Equivalence of two expressions involving the derivative of the exponential map

108 Views Asked by At

While working on a problem involving the derivative of the exponential map, I came across an interesting identity that seems to be true but I can't prove it. Here is the identity:

$$\frac\partial{\partial A}\mathrm{tr}\left(S\exp(A)\right)=\lim_{t\to0}\frac d{dt}\left[\exp(A+tS)\right]$$ where $S$ is a symmetrical definite-positive $n\times n$ matrix, $A$ is a symmetrical $n\times n$ matrix, and $t\in\mathbb{R}$. The function $\exp$ is the usual matrix exponential. The function $\mathrm{tr}$ is the usual matrix trace. All matrices are restricted to real numbers.

Is there a straightforward argument why these two expressions are the same? In this, the matrices $A$ and $S$ are not expected to commute, i.e.: $AS\ne SA$. This implies in particular that $S\exp(A)\ne\exp(A)S$.
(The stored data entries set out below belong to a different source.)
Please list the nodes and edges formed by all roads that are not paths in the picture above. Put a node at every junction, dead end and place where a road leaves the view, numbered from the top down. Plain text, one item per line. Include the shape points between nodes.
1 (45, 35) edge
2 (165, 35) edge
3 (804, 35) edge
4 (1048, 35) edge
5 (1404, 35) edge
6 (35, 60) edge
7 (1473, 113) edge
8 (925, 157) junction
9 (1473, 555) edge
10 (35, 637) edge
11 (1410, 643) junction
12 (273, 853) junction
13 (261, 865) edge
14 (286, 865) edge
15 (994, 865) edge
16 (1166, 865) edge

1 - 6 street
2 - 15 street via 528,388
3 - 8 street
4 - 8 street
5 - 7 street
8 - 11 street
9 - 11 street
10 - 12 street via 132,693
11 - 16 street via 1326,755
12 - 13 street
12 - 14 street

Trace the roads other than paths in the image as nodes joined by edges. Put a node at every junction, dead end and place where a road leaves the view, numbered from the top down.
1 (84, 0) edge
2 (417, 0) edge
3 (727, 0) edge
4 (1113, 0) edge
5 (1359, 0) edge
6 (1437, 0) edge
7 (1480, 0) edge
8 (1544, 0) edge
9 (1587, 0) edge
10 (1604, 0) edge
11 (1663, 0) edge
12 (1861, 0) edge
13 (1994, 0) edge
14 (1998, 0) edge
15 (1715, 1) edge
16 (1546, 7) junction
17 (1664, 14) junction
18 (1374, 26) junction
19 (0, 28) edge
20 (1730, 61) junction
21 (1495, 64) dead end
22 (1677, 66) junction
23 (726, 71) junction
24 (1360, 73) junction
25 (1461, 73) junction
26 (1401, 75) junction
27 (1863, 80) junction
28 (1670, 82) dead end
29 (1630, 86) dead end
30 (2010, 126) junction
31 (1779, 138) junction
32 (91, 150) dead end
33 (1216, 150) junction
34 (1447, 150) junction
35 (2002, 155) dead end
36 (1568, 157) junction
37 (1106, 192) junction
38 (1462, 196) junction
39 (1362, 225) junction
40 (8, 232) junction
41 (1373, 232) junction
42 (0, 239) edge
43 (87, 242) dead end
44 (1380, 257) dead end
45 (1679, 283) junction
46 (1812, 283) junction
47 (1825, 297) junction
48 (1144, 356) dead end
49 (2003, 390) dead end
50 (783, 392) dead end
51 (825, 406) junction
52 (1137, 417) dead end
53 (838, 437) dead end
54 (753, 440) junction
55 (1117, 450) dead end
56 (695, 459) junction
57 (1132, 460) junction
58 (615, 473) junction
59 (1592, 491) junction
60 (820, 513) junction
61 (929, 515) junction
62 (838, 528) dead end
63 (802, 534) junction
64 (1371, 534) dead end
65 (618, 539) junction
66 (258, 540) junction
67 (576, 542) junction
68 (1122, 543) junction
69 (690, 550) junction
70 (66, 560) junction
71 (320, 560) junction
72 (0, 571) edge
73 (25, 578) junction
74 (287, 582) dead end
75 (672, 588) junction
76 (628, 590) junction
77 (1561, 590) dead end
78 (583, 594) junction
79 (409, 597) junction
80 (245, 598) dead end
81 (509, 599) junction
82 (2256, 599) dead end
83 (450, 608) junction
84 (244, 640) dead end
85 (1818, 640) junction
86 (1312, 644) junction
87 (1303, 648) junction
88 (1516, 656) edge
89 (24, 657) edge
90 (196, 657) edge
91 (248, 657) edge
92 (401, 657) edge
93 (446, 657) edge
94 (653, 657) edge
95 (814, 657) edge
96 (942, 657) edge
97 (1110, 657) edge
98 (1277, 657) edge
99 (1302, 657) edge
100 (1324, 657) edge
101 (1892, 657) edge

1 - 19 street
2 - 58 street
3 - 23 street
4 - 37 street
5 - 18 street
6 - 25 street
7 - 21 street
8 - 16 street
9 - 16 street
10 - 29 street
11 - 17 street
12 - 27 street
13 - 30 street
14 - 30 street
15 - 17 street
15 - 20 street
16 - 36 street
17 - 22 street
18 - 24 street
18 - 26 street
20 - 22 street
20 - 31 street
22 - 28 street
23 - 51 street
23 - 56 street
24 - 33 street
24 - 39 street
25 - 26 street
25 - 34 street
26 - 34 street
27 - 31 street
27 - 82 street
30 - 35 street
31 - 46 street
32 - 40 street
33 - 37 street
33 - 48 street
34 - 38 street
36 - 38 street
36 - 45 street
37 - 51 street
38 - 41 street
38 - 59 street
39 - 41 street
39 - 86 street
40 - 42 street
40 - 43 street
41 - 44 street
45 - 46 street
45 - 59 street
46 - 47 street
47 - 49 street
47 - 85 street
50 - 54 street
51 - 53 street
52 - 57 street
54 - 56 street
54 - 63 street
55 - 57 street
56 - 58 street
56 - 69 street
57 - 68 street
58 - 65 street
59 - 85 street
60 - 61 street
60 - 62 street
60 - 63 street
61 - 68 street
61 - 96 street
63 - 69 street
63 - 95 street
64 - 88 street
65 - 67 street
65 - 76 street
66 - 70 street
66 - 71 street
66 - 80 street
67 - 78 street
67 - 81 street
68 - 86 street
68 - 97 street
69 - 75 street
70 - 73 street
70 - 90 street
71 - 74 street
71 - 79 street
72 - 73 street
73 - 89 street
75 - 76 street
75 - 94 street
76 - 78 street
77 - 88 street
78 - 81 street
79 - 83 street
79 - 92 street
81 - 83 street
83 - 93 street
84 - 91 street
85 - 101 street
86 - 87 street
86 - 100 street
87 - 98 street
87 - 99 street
Using Duhamel's formula, I can write that: $$\lim_{t\to0}\frac d{dt}\left[\exp(A+tS)\right]=\int_0^1\exp(\tau A)S\exp((1-\tau)A)d\tau$$ but I have no idea yet how to simplify the other part of the identity. I can show that: $$\frac\partial{\partial A}\mathrm{tr}(\exp(A))=\exp(A)$$ but adding the (non-commuting) $S$ inside the trace makes a direct generalization difficult.

1

There are 1 best solutions below

0
On BEST ANSWER

$ \def\o{{\tt1}}\def\p{\partial} \def\BR#1{\left[#1\right]} \def\LR#1{\left(#1\right)} \def\op#1{\operatorname{#1}} \def\trace#1{\op{Tr}\LR{#1}} \def\qiq{\quad\implies\quad} \def\grad#1#2{\frac{\p #1}{\p #2}} \def\Sk{\sum_{k=\o}^\infty} \def\Sj{\sum_{j=\o}^k} \def\Skj{\Sk\Sj} \def\fracLR#1#2{\LR{\frac{#1}{#2}}} \def\k{\frac{\o}{k!}} \def\c#1{\color{\red}{#1}} $Define the matrix variables $$\eqalign{ B &= A+St \qiq \dot B = S \\ F &= \exp(B) \;=\; I + \Sk\k\:B^k \\ }$$ then use differentials to calculate the derivative of $F$ $$\eqalign{ dF &= \Sk\k\:\c{dB^k} \\ &= \Sk\k\c{\Sj\LR{B^{k-j}\:dB\:B^{j-\o}}} \\ \dot F &= {\Skj\k\LR{B^{k-j}SB^{j-\o}}} \\ \lim_{t\to 0}\dot F &= \Skj\k\LR{A^{k-j}SA^{j-\o}} \\ }$$ Now consider the gradient of the trace expression $$\eqalign{ \phi &= S:e^A \\ &= S:\LR{I+\Sk\k A^k} \\ d\phi &= S:\LR{\Sk\k\:dA^k} \\ &= S:\LR{\Sk\k\Sj A^{k-j}\:dA\:A^{j-\o}} \\ &= \LR{\Skj\k\LR{A^{k-j}SA^{j-\o}}}:dA \\ \grad{\phi}{A} &= \Skj\k\LR{A^{k-j}SA^{j-\o}} \\ }$$


The above derivation uses the Frobenius product, which is a concise notation for the trace $$\eqalign{ A:B &= \sum_{i=1}^m\sum_{j=1}^n A_{ij}B_{ij} \;=\; \trace{A^TB} \\ A:A &= \|A\|^2_F \\ }$$